## Exercise description
Figure out the number of lines in the entries that hold the string "Drive", then give that number and nothing else.
************
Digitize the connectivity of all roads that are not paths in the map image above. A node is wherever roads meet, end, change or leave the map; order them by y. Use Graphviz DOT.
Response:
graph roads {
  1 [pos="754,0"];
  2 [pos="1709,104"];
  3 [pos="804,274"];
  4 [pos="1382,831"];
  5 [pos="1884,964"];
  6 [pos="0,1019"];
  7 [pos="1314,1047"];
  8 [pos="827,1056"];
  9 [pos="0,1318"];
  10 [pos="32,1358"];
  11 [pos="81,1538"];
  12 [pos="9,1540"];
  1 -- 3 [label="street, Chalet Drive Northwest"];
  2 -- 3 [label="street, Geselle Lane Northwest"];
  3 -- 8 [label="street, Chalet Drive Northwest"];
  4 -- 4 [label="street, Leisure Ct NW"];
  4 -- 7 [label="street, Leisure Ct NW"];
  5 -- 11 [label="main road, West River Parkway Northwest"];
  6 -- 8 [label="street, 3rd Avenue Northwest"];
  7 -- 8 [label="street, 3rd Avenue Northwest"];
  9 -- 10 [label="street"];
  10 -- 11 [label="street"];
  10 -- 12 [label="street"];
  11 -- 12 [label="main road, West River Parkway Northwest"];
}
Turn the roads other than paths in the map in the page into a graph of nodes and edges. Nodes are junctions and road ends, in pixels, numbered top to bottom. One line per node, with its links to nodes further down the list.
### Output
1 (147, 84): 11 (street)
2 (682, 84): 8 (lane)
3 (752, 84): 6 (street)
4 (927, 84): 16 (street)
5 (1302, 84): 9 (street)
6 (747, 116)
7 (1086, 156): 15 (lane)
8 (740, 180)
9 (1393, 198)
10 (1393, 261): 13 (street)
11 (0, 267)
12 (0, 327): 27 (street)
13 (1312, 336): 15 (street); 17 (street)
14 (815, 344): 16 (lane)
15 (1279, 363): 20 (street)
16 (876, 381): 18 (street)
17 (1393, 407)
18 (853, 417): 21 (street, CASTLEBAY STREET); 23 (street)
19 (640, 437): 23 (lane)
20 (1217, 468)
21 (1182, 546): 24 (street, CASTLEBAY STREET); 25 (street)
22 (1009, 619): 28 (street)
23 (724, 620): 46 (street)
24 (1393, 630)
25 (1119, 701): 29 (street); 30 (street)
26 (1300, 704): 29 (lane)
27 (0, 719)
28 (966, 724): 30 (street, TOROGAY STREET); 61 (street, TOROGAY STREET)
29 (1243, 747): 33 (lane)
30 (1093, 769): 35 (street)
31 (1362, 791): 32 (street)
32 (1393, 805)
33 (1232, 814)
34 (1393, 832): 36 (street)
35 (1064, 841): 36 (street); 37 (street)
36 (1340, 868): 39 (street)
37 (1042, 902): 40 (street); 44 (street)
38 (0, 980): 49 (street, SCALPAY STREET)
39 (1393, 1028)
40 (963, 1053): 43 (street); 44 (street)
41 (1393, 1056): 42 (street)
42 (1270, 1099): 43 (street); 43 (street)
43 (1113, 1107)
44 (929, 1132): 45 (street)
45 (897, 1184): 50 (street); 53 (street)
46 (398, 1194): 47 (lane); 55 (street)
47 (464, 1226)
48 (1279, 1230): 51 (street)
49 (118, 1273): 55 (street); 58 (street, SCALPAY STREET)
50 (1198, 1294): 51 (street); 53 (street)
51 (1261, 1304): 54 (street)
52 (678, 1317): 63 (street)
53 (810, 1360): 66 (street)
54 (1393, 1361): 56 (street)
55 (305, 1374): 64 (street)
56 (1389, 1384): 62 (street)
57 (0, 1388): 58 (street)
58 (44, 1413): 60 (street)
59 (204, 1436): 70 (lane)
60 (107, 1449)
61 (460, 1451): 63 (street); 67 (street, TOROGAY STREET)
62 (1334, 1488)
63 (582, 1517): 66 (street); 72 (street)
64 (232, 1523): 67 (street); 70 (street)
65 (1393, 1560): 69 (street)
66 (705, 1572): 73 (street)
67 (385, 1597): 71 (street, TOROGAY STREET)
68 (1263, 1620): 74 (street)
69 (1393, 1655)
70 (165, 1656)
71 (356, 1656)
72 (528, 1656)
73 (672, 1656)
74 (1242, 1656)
************
## Worked solution
2